When Rachel Dutton looks at a wheel of cheese, she sees a menagerie. “I fall in love every time I look at a cheese rind. They’re wonderful microbial ecosystems,” she says.
Dutton, a microbiologist at Harvard University in Cambridge, Massachusetts, was a star speaker at a meeting last week that brought scientists and artisanal cheesemakers to a dairy farm in Somerset, UK. The two camps have more in common than a love of mature cheddar — although several large wheels of it were served at lunch on the first day of the two-day meeting, and one attendee was spotted wearing a T-shirt that read ‘Blessed are the cheesemakers’.
Dutton came to Somerset to present her team’s latest work, but also to trade research ideas with cheesemakers, whom she likens to microbial ecologists. “The environment that they create on the surface of the cheese really determines what types of microbes actually grow,” Dutton says. “They have a lot of power in controlling these communities.”
Working with cheese producers from around the world, Dutton and her team used DNA sequencing to analyse the microbial communities on the rinds of 137 types of cheese. They found that factors under the control of the fromagier, such as the amount of moisture, pH and the ageing process, influence the microbial makeup of a cheese rind to a much greater extent than the cheese’s country of origin1.

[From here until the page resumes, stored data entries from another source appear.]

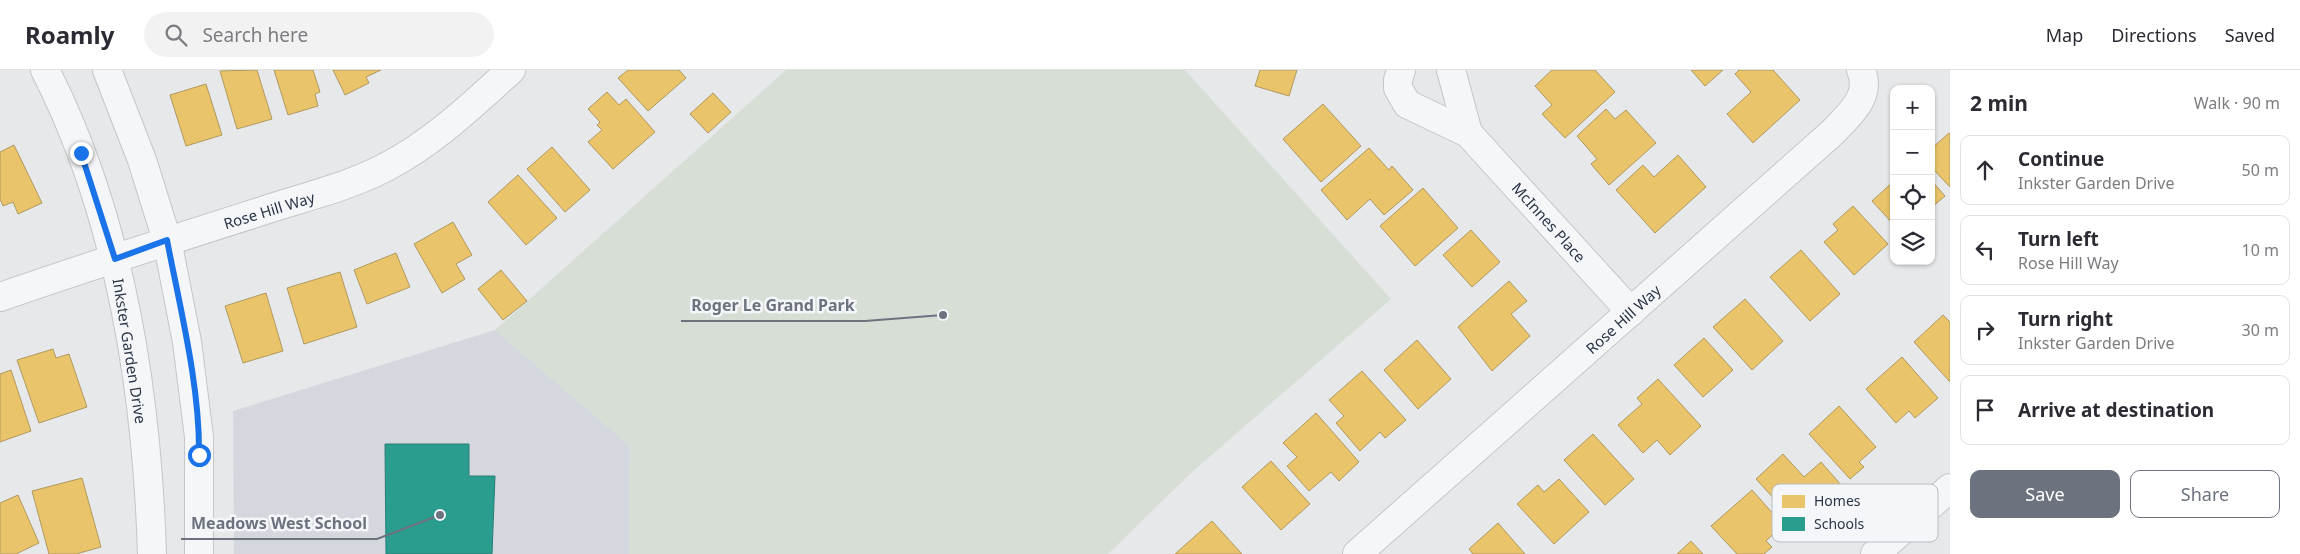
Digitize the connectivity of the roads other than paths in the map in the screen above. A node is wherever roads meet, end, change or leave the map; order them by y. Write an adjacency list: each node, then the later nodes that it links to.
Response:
1 (45, 70): 9 (street, Inkster Garden Drive)
2 (107, 70): 8 (street)
3 (511, 70): 8 (street, Rose Hill Way)
4 (1401, 70): 7 (street, McInnes Place)
5 (1451, 70): 7 (street, McInnes Place)
6 (1861, 70): 11 (street, Rose Hill Way)
7 (1468, 133): 11 (street, McInnes Place)
8 (167, 240): 9 (street, Rose Hill Way); 16 (street)
9 (115, 259): 10 (street, Rose Hill Way); 15 (street, Inkster Garden Drive)
10 (0, 297)
11 (1631, 312): 17 (street, Rose Hill Way)
12 (1950, 488): 13 (street)
13 (1938, 499)
14 (1889, 542): 18 (street)
15 (152, 554)
16 (199, 554)
17 (1358, 554)
18 (1875, 554)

Listen to Ewen Callaway's audio report from the cheese meeting.
Soft goat’s cheeses with white fungus rinds, for example, tend to harbour similar microbial communities whether they come from northern England or the Loire Valley in France. The team reported its findings last month in Cell1.

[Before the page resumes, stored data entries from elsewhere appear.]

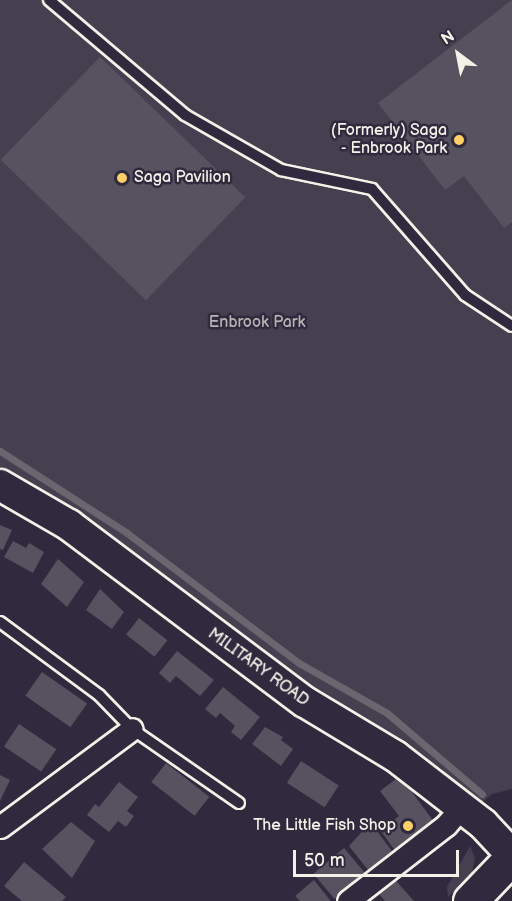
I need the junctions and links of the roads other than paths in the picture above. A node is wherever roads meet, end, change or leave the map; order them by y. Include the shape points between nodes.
1 (49, 0) edge
2 (512, 326) edge
3 (0, 485) edge
4 (0, 622) edge
5 (132, 729) junction
6 (239, 803) dead end
7 (461, 808) junction
8 (0, 827) edge
9 (512, 856) edge
10 (348, 901) edge
11 (470, 901) edge

1 - 2 lane via 185,115 281,170 372,189 465,295
3 - 7 main road, MILITARY ROAD via 69,525 305,702 395,756
4 - 5 lane via 99,695
5 - 6 lane
5 - 8 street
7 - 9 main road, MILITARY ROAD via 483,824
7 - 10 street via 446,825
9 - 11 highway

Their study is not a one-off foray into the world of food. Dutton recently gave a talk the annual meeting of the American Cheese Society, where she also got to perform gustatory analyses of several specimens ("I've never been so sick, just overindulging," she says). She sees cheese as an ideal model system for studying the rules that govern complex microbial communities, such as those in a human gut or the ocean. “My research is pretty much entirely focused on the study of the microbial communities that grow on the surface of cheese during the ageing process,” she says. “That’s sort of our lab rat in our research.”
For the Cell paper, Dutton and her team reconstructed the microbial communities from cheese rinds by adding different combinations of bacteria and fungi to an agar plate made of milk curd. “We basically make a lab version of cheese," she says, allowing her team to determine how different species of microbes interact. Dutton has never tasted her lab cheeses, but some of them smell terrific, she says.

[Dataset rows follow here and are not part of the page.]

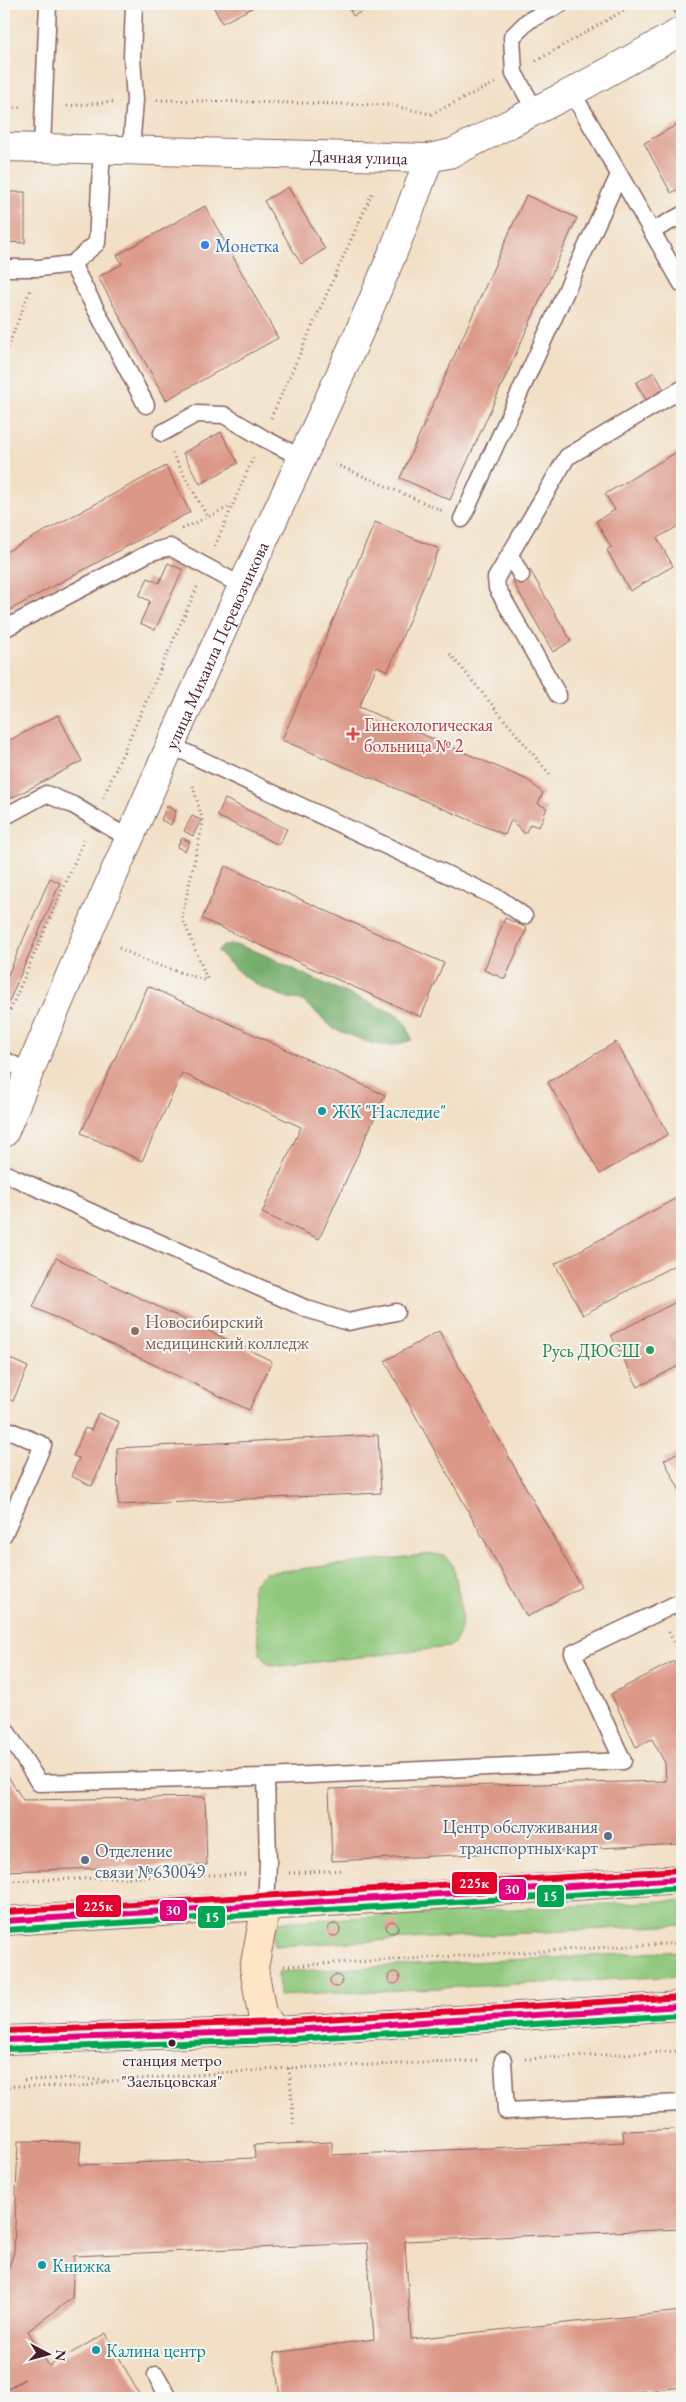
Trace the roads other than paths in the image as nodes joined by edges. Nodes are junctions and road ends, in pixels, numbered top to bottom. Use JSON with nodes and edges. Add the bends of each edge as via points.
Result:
{"nodes":[{"id":1,"x":48,"y":4,"type":"edge"},
{"id":2,"x":134,"y":4,"type":"edge"},
{"id":3,"x":561,"y":4,"type":"edge"},
{"id":4,"x":681,"y":4,"type":"edge"},
{"id":5,"x":682,"y":7,"type":"edge"},
{"id":6,"x":682,"y":31,"type":"edge"},
{"id":7,"x":572,"y":92,"type":"junction"},
{"id":8,"x":535,"y":110,"type":"junction"},
{"id":9,"x":4,"y":147,"type":"edge"},
{"id":10,"x":42,"y":147,"type":"junction"},
{"id":11,"x":102,"y":148,"type":"junction"},
{"id":12,"x":131,"y":149,"type":"junction"},
{"id":13,"x":429,"y":158,"type":"junction"},
{"id":14,"x":619,"y":174,"type":"junction"},
{"id":15,"x":682,"y":215,"type":"edge"},
{"id":16,"x":652,"y":231,"type":"junction"},
{"id":17,"x":72,"y":264,"type":"junction"},
{"id":18,"x":4,"y":268,"type":"edge"},
{"id":19,"x":682,"y":284,"type":"edge"},
{"id":20,"x":682,"y":389,"type":"edge"},
{"id":21,"x":146,"y":405,"type":"dead end"},
{"id":22,"x":162,"y":433,"type":"road end"},
{"id":23,"x":302,"y":458,"type":"junction"},
{"id":24,"x":462,"y":519,"type":"road end"},
{"id":25,"x":510,"y":555,"type":"junction"},
{"id":26,"x":521,"y":575,"type":"dead end"},
{"id":27,"x":242,"y":586,"type":"junction"},
{"id":28,"x":4,"y":629,"type":"edge"},
{"id":29,"x":558,"y":695,"type":"dead end"},
{"id":30,"x":170,"y":745,"type":"junction"},
{"id":31,"x":4,"y":817,"type":"edge"},
{"id":32,"x":128,"y":838,"type":"junction"},
{"id":33,"x":524,"y":916,"type":"dead end"},
{"id":34,"x":4,"y":1060,"type":"edge"},
{"id":35,"x":29,"y":1072,"type":"junction"},
{"id":36,"x":4,"y":1133,"type":"edge"},
{"id":37,"x":4,"y":1173,"type":"edge"},
{"id":38,"x":396,"y":1312,"type":"dead end"},
{"id":39,"x":4,"y":1428,"type":"edge"},
{"id":40,"x":4,"y":1534,"type":"edge"},
{"id":41,"x":682,"y":1601,"type":"edge"},
{"id":42,"x":4,"y":1728,"type":"edge"},
{"id":43,"x":266,"y":1777,"type":"junction"},
{"id":44,"x":682,"y":1879,"type":"edge"},
{"id":45,"x":266,"y":1906,"type":"junction"},
{"id":46,"x":4,"y":1921,"type":"edge"},
{"id":47,"x":682,"y":2006,"type":"edge"},
{"id":48,"x":276,"y":2031,"type":"junction"},
{"id":49,"x":4,"y":2040,"type":"edge"},
{"id":50,"x":503,"y":2060,"type":"road end"},
{"id":51,"x":682,"y":2103,"type":"edge"},
{"id":52,"x":156,"y":2375,"type":"dead end"},
{"id":53,"x":169,"y":2398,"type":"edge"}],
"edges":[{"from":1,"to":10,"type":"lane"},
{"from":2,"to":12,"type":"lane","via":[[132,57],[135,100]]},
{"from":3,"to":8,"type":"lane","via":[[528,21],[512,37],[514,73]]},
{"from":4,"to":5,"type":"lane"},
{"from":6,"to":7,"type":"street","name":"Дачная улица"},
{"from":7,"to":8,"type":"street","name":"Дачная улица"},
{"from":7,"to":14,"type":"lane"},
{"from":8,"to":13,"type":"street","name":"Дачная улица","via":[[452,153]]},
{"from":9,"to":10,"type":"street","name":"Дачная улица"},
{"from":10,"to":11,"type":"street","name":"Дачная улица"},
{"from":11,"to":12,"type":"street","name":"Дачная улица"},
{"from":11,"to":17,"type":"lane","via":[[97,242]]},
{"from":12,"to":13,"type":"street","name":"Дачная улица"},
{"from":13,"to":23,"type":"street","name":"улица Михаила Перевозчикова","via":[[412,207]]},
{"from":14,"to":16,"type":"lane"},
{"from":14,"to":24,"type":"lane"},
{"from":15,"to":16,"type":"lane"},
{"from":16,"to":19,"type":"lane"},
{"from":17,"to":18,"type":"lane"},
{"from":17,"to":21,"type":"lane"},
{"from":20,"to":25,"type":"lane","via":[[568,457]]},
{"from":22,"to":23,"type":"lane","via":[[196,414],[224,415]]},
{"from":23,"to":27,"type":"street","name":"улица Михаила Перевозчикова"},
{"from":25,"to":26,"type":"lane"},
{"from":25,"to":29,"type":"lane","via":[[496,578],[497,588]]},
{"from":27,"to":28,"type":"lane","via":[[170,547],[151,552]]},
{"from":27,"to":30,"type":"street","name":"улица Михаила Перевозчикова"},
{"from":30,"to":32,"type":"street","name":"улица Михаила Перевозчикова"},
{"from":30,"to":33,"type":"lane","via":[[500,899]]},
{"from":31,"to":32,"type":"lane","via":[[46,794],[73,805]]},
{"from":32,"to":35,"type":"street","name":"улица Михаила Перевозчикова"},
{"from":34,"to":35,"type":"lane"},
{"from":35,"to":36,"type":"street","name":"улица Михаила Перевозчикова"},
{"from":37,"to":38,"type":"lane","via":[[307,1309],[348,1322]]},
{"from":39,"to":40,"type":"lane","via":[[43,1446]]},
{"from":41,"to":43,"type":"lane","via":[[573,1653],[623,1761]]},
{"from":42,"to":43,"type":"lane","via":[[39,1783]]},
{"from":43,"to":45,"type":"lane"},
{"from":44,"to":45,"type":"main road"},
{"from":45,"to":46,"type":"main road"},
{"from":45,"to":48,"type":"main road","via":[[254,1968],[262,2014]]},
{"from":47,"to":48,"type":"main road"},
{"from":48,"to":49,"type":"main road"},
{"from":50,"to":51,"type":"lane","via":[[506,2111]]},
{"from":52,"to":53,"type":"lane"}]}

Joe Bennett, a cheesemaker at Highfields Farm Dairy in Staffordshire, UK, who attended the conference, says that he is aware of his role in shaping the microbial communities in the soft goat’s cheeses he and his mother produce on their farm. But his goal is to make cheeses that represent the place they were made, a concept known among winemakers as terroir. “I think cheese should always reflect the area that your animals are living. Our terroir would be quite specific to the part of Staffordshire where we make cheese,” Bennett says.
Cheeses from some parts of the world are at risk of losing their microbial terroir, Nathalie Desmasures, a microbiologist at the University of Caen, France, told the meeting. Microbial diversity on dairy farms in Europe has plummeted in the past 30 years, she says, as a result of efforts to rein in pathogens such as Salmonella and Listeria. Desmasures says that many of the cheesemakers she works with in Normandy now complain that their cheeses have lost some flavour and uniqueness as regulations have required farms to introduce more sterile conditions in their processes.
Desmasures wants to help to restore that lost terroir. She and her team have identified factors, such as the breed of cattle and the type of milking machine, that seem to boost microbial diversity2. Last month her team, along with a group of Camembert makers, launched an effort to reintroduce some microbes into Normandy’s cheeses. Drawing from a collection of thousands of microbes associated with dairying kept at Desmasures’ university, they plan to identify microbial strains that affect the characteristics of a cheese — through the production of acids or aromatic compounds, for example — and add them to the raw milk used to make Camembert.
A similar project is getting under way in Australia, where raw milk is banned from nearly all types of cheesemaking. The plan is to isolate microbes from raw milk, culture them and then put them back into pasteurized milk that small dairies use to make cheese. “They have the potential to create something that's geographically their own,” says Alison Lansley, secretary atthe Australian Specialist Cheesemakers’ Association. “They have their own terroir.”
Dutton is intrigued by these projects, but she says that it can be hard to predict how microbes will fare after they are added in the cheesemaking process. For instance, she says, many cheesemakers add Brevibacterium to their cheeses, yet these bacteria are rarely found in cheese rinds.
Unpredictability, Desmasures says, is nothing new for artisanal cheesemakers. “In my opinion, artisan cheeses, traditional cheeses are surprises, and each time you eat such cheese you are waiting for a different thing,” she says. “That’s why microbial diversity is important.”